**Saved entries**
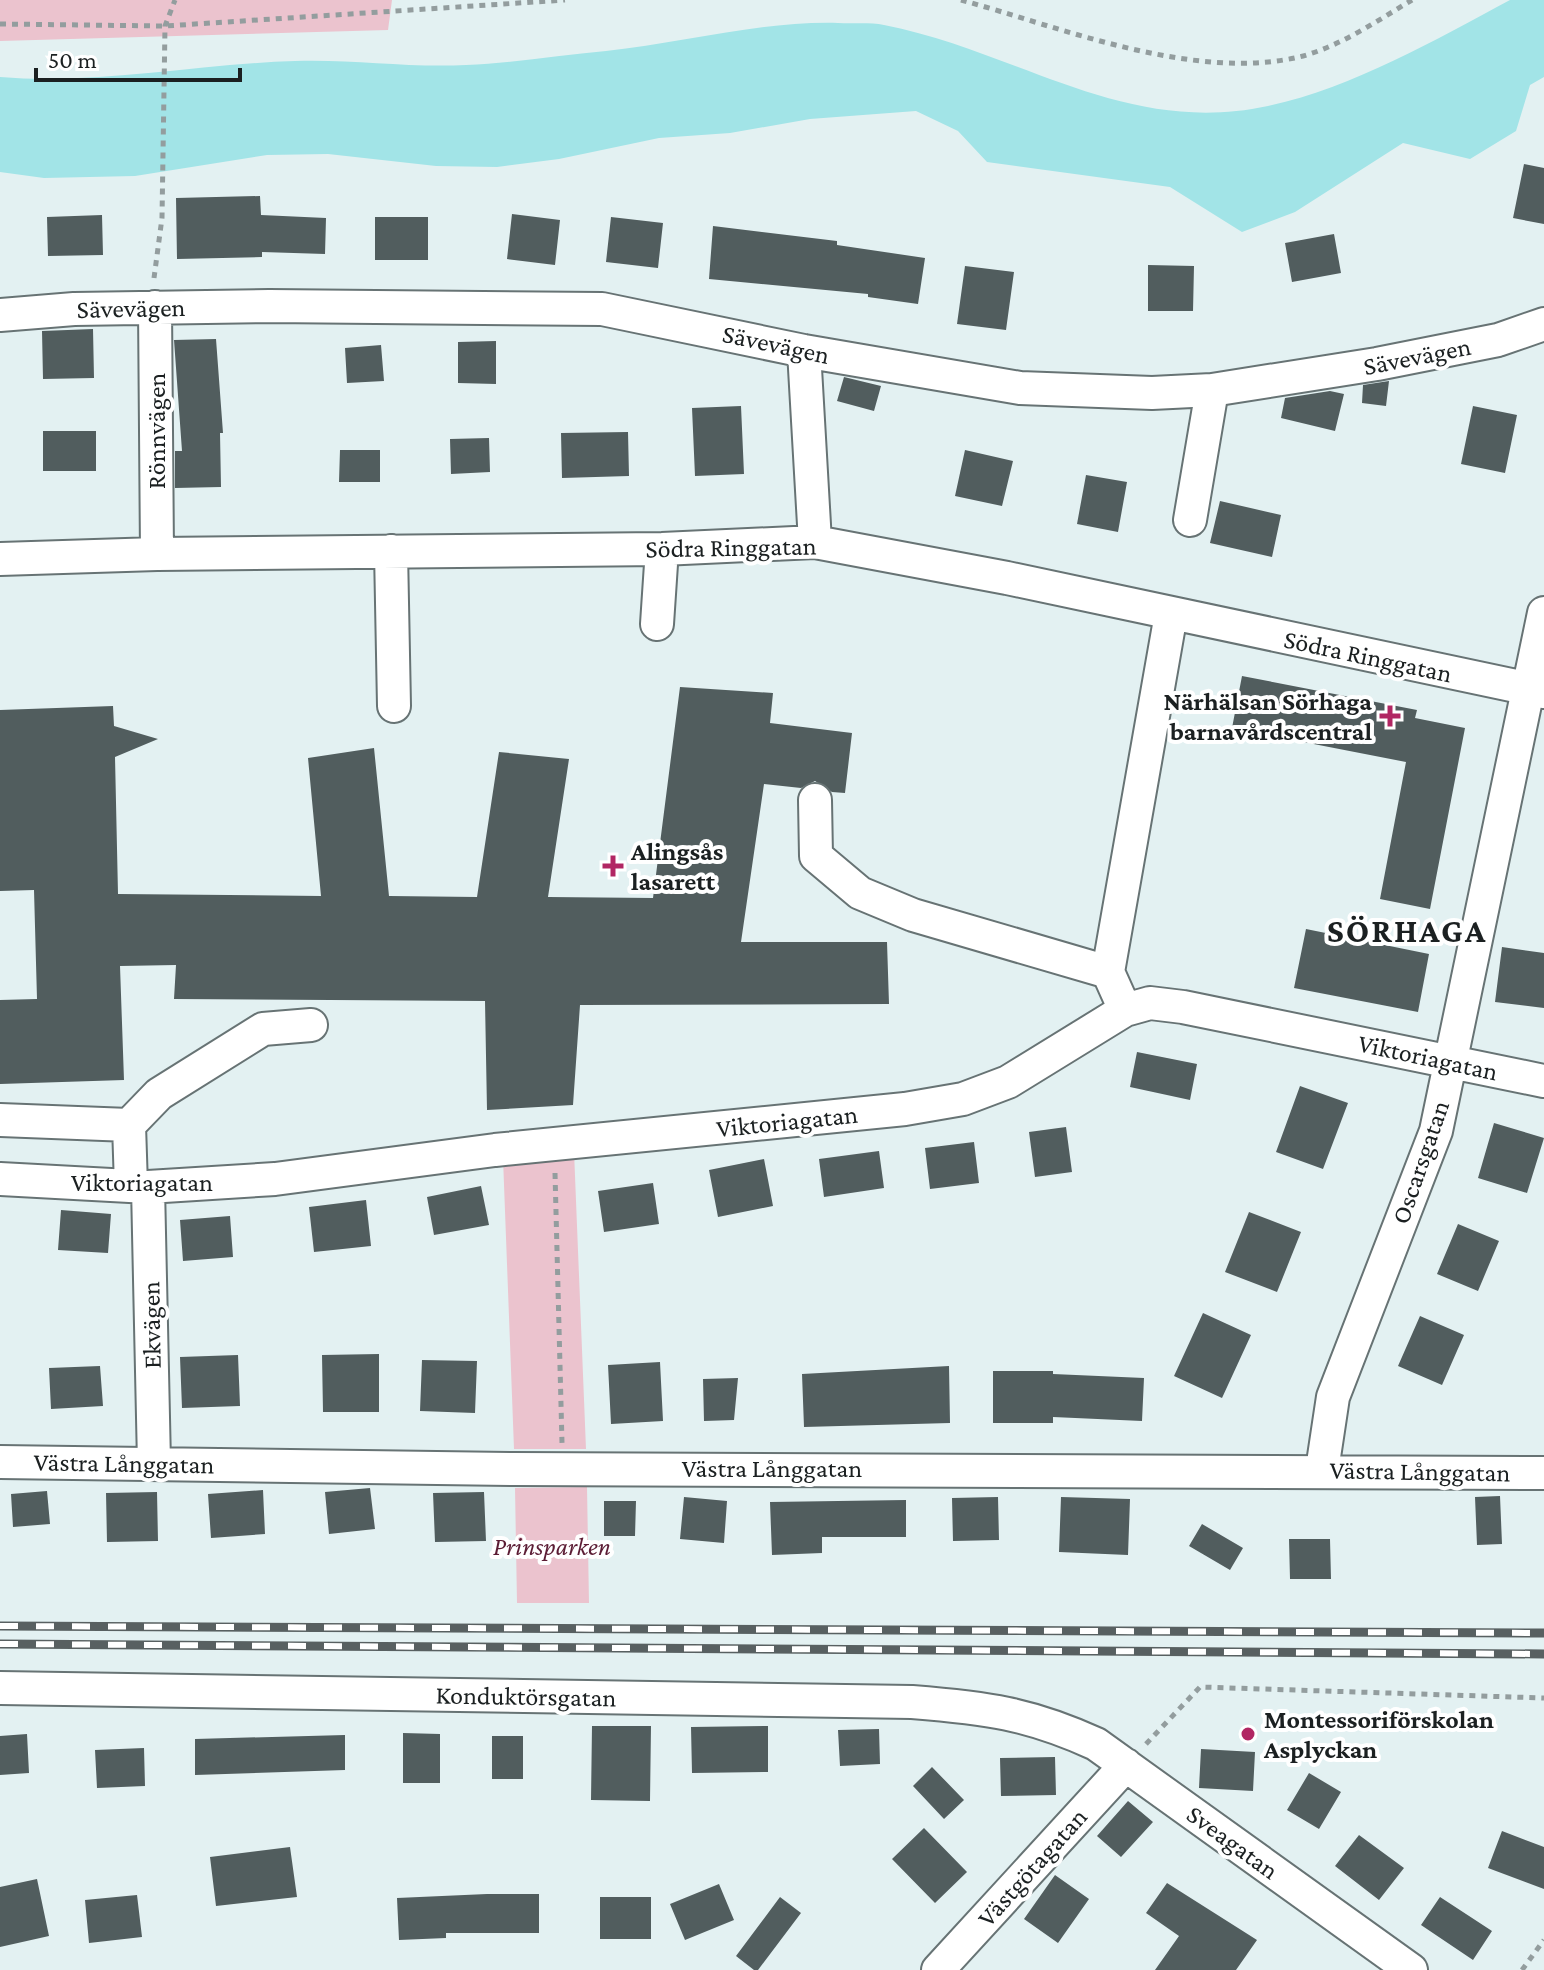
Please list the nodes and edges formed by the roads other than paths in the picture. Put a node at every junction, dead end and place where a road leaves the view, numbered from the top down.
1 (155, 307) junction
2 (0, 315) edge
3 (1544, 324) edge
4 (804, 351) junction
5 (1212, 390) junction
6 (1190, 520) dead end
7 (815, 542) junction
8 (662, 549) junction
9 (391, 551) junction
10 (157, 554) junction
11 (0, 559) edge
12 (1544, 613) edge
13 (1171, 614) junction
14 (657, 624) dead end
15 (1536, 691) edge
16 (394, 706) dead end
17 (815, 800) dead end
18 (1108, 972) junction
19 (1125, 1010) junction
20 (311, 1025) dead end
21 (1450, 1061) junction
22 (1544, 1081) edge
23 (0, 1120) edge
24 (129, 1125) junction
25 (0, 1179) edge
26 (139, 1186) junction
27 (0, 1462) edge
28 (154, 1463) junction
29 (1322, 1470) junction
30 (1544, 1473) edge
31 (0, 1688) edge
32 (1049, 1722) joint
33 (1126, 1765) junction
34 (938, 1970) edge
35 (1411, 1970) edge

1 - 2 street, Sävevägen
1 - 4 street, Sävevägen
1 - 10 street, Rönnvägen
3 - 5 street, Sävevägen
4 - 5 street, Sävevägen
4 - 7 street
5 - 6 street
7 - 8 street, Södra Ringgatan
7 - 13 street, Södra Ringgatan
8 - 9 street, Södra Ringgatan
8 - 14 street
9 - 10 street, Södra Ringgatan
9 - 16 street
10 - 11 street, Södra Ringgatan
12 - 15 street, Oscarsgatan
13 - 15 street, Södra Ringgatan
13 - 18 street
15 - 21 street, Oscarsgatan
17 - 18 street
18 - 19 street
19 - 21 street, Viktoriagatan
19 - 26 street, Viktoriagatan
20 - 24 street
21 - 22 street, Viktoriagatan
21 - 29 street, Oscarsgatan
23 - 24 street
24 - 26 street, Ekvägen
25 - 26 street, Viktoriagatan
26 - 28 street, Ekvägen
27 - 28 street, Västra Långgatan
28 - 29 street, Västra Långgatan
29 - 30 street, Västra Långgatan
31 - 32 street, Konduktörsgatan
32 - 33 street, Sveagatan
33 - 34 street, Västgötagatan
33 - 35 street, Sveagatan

**TASK OBJECTIVE**
Could you copy every line in the records that holds "Viktoriagatan"?

**RESPONSE TO THIS EXERCISE**
19 - 21 street, Viktoriagatan
19 - 26 street, Viktoriagatan
21 - 22 street, Viktoriagatan
25 - 26 street, Viktoriagatan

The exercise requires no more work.